→ **EXERCISE INSTRUCTIONS**:
Extract all lines in the data that contain the word "paths".

STUDY MATERIAL: Begin

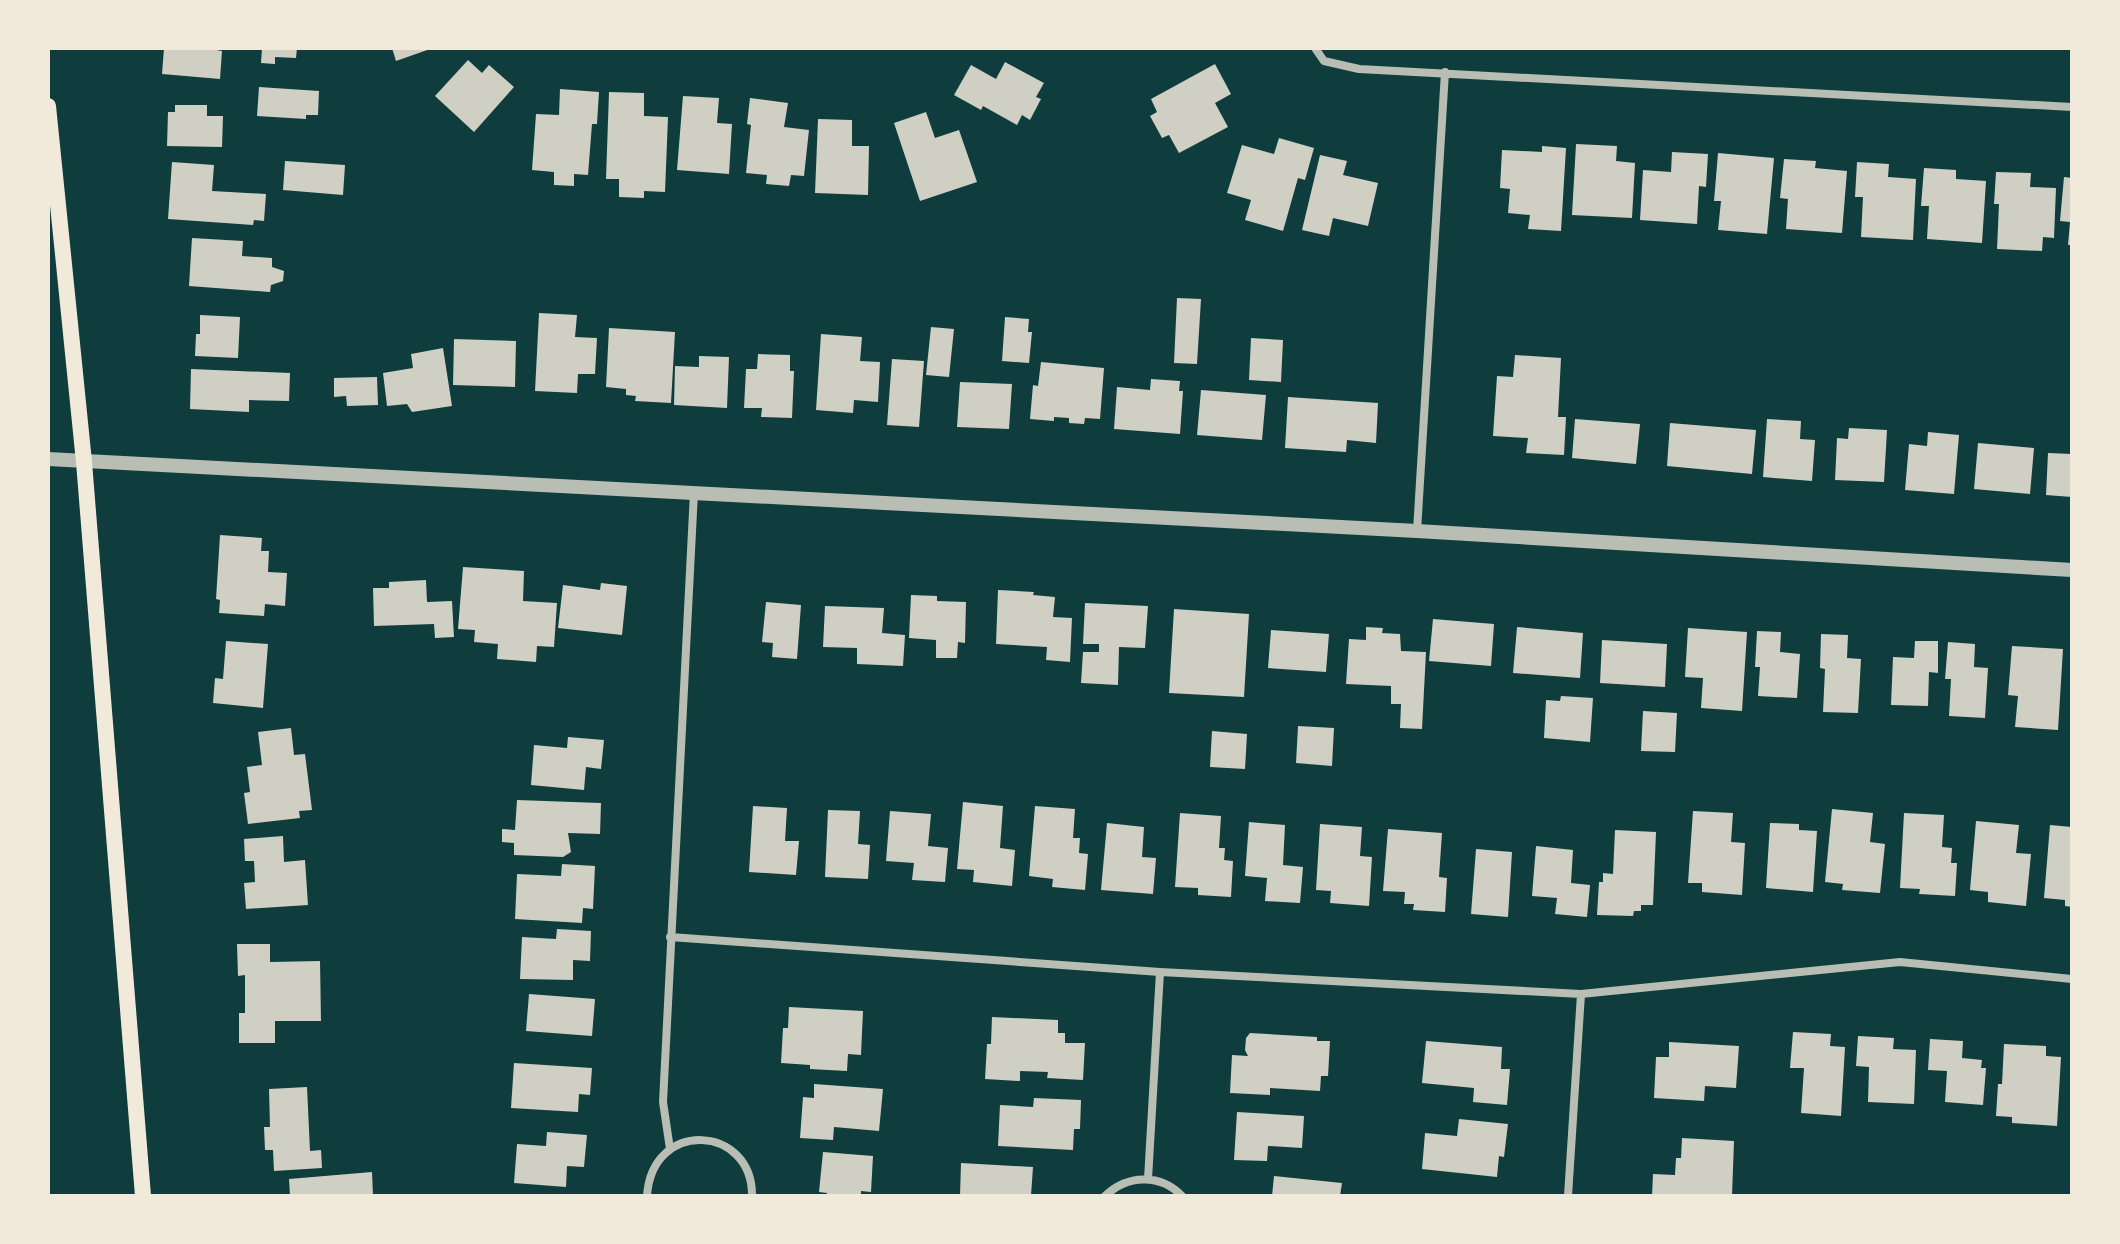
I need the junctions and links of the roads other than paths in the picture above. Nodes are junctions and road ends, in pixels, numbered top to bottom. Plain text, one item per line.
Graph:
1 (1315, 48) edge
2 (1445, 72) junction
3 (48, 106) edge
4 (2072, 107) edge
5 (48, 459) edge
6 (84, 462) junction
7 (694, 492) junction
8 (1417, 531) junction
9 (2072, 570) edge
10 (670, 937) junction
11 (1160, 972) junction
12 (2072, 979) edge
13 (1581, 994) junction
14 (670, 1149) junction
15 (1148, 1179) junction
16 (143, 1196) edge
17 (647, 1196) edge
18 (752, 1196) edge
19 (1105, 1196) edge
20 (1182, 1196) edge
21 (1568, 1196) edge

1 - 2 street
2 - 4 street
2 - 8 street
3 - 6 main road
5 - 6 street
6 - 7 street
6 - 16 main road
7 - 8 street
7 - 10 street
8 - 9 street
10 - 11 street
10 - 14 street
11 - 13 street
11 - 15 street
12 - 13 street
13 - 21 street
14 - 17 street
14 - 18 street
15 - 19 street
15 - 20 street

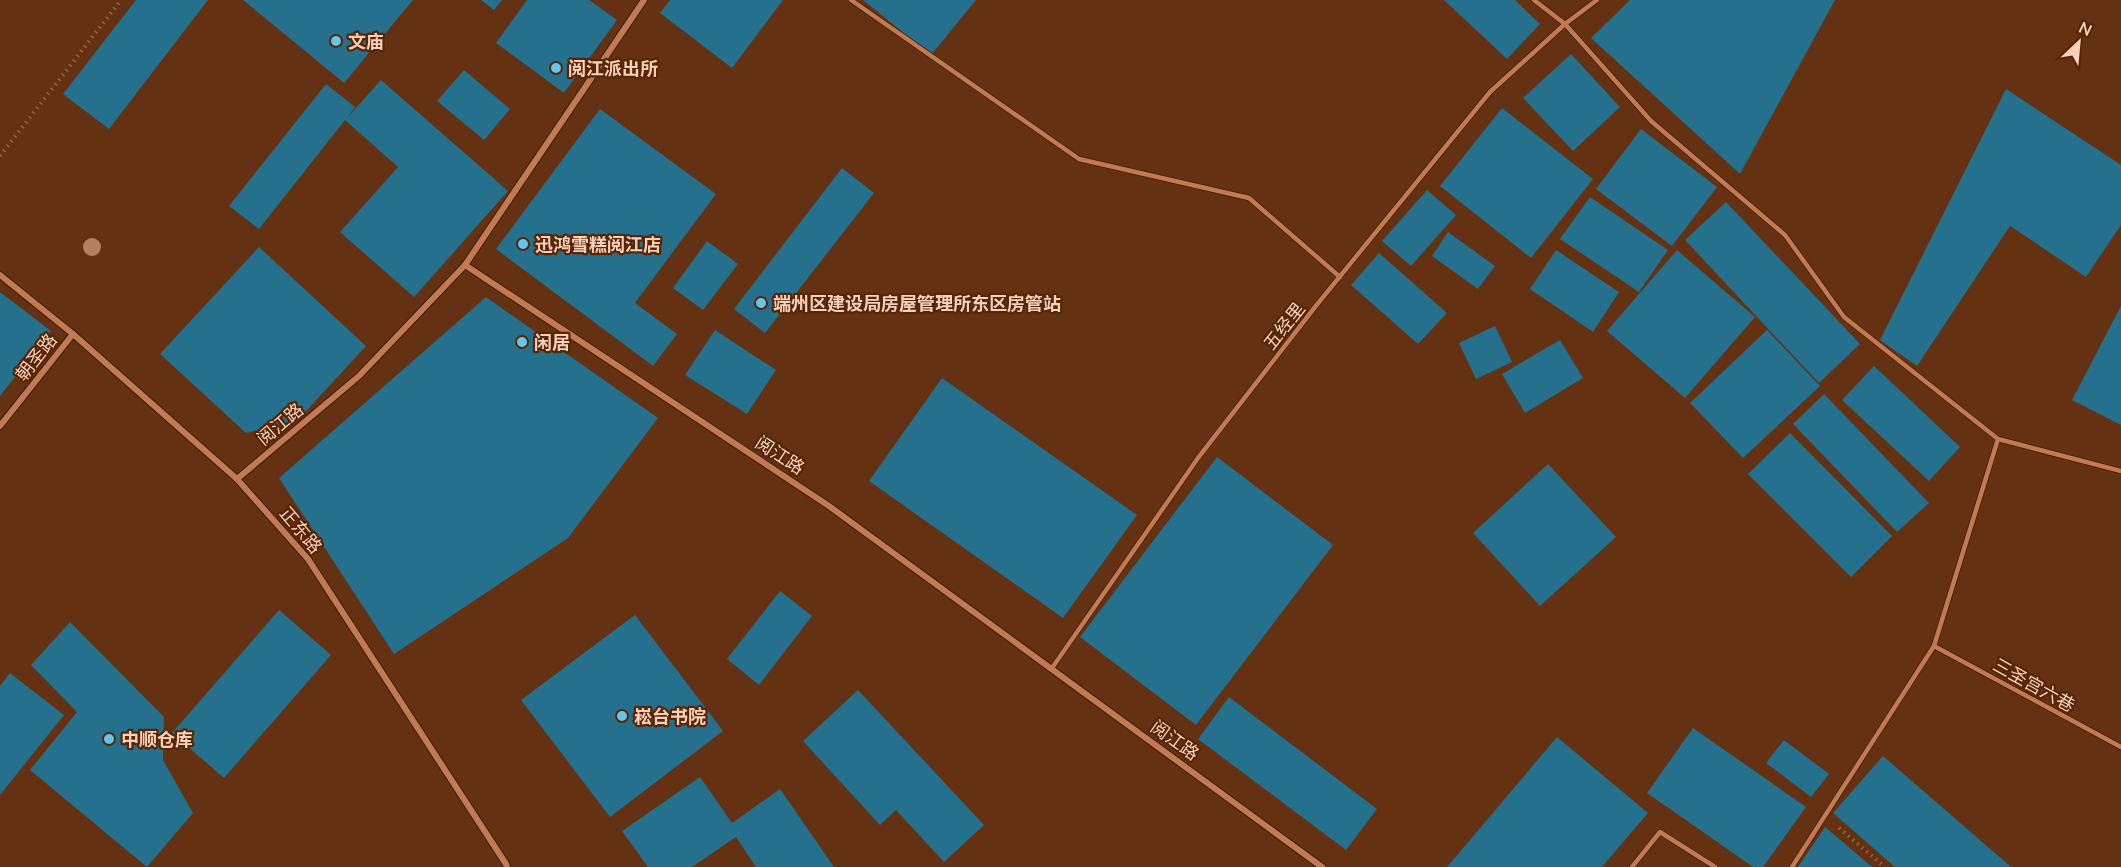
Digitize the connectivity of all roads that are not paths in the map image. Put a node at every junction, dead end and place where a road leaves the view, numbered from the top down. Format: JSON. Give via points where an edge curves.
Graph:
{"nodes":[{"id":1,"x":644,"y":0,"type":"edge"},
{"id":2,"x":851,"y":0,"type":"edge"},
{"id":3,"x":1534,"y":0,"type":"edge"},
{"id":4,"x":1597,"y":0,"type":"edge"},
{"id":5,"x":1565,"y":24,"type":"junction"},
{"id":6,"x":465,"y":265,"type":"junction"},
{"id":7,"x":0,"y":275,"type":"edge"},
{"id":8,"x":1340,"y":277,"type":"junction"},
{"id":9,"x":73,"y":334,"type":"junction"},
{"id":10,"x":0,"y":426,"type":"edge"},
{"id":11,"x":1998,"y":439,"type":"junction"},
{"id":12,"x":2121,"y":471,"type":"edge"},
{"id":13,"x":237,"y":479,"type":"junction"},
{"id":14,"x":1934,"y":646,"type":"junction"},
{"id":15,"x":1052,"y":668,"type":"junction"},
{"id":16,"x":2121,"y":747,"type":"edge"},
{"id":17,"x":507,"y":867,"type":"edge"},
{"id":18,"x":1322,"y":867,"type":"edge"},
{"id":19,"x":1632,"y":867,"type":"edge"},
{"id":20,"x":1715,"y":867,"type":"edge"},
{"id":21,"x":1792,"y":867,"type":"edge"}],
"edges":[{"from":1,"to":6,"type":"street"},
{"from":2,"to":8,"type":"lane","via":[[1079,159],[1249,198]]},
{"from":3,"to":5,"type":"lane"},
{"from":4,"to":5,"type":"lane","name":"五经里"},
{"from":5,"to":8,"type":"lane","name":"五经里","via":[[1490,92]]},
{"from":5,"to":11,"type":"lane","via":[[1651,121],[1785,235],[1844,317]]},
{"from":6,"to":13,"type":"street","name":"阅江路","via":[[359,376]]},
{"from":6,"to":15,"type":"street","name":"阅江路","via":[[829,506]]},
{"from":7,"to":9,"type":"street","name":"正东路"},
{"from":8,"to":15,"type":"lane","name":"五经里","via":[[1198,458]]},
{"from":9,"to":10,"type":"street","name":"朝圣路"},
{"from":9,"to":13,"type":"street","name":"正东路"},
{"from":11,"to":12,"type":"lane"},
{"from":11,"to":14,"type":"lane"},
{"from":13,"to":17,"type":"street","name":"正东路","via":[[308,559]]},
{"from":14,"to":16,"type":"lane","name":"三圣宫六巷"},
{"from":14,"to":21,"type":"lane"},
{"from":15,"to":18,"type":"street","name":"阅江路"},
{"from":19,"to":20,"type":"lane","via":[[1660,832]]}]}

STUDY MATERIAL: End

→ **OUTPUT OF THE TASK**:
I need the junctions and links of the roads other than paths in the picture above. Nodes are junctions and road ends, in pixels, numbered top to bottom. Plain text, one item per line.
Digitize the connectivity of all roads that are not paths in the map image. Put a node at every junction, dead end and place where a road leaves the view, numbered from the top down. Format: JSON. Give via points where an edge curves.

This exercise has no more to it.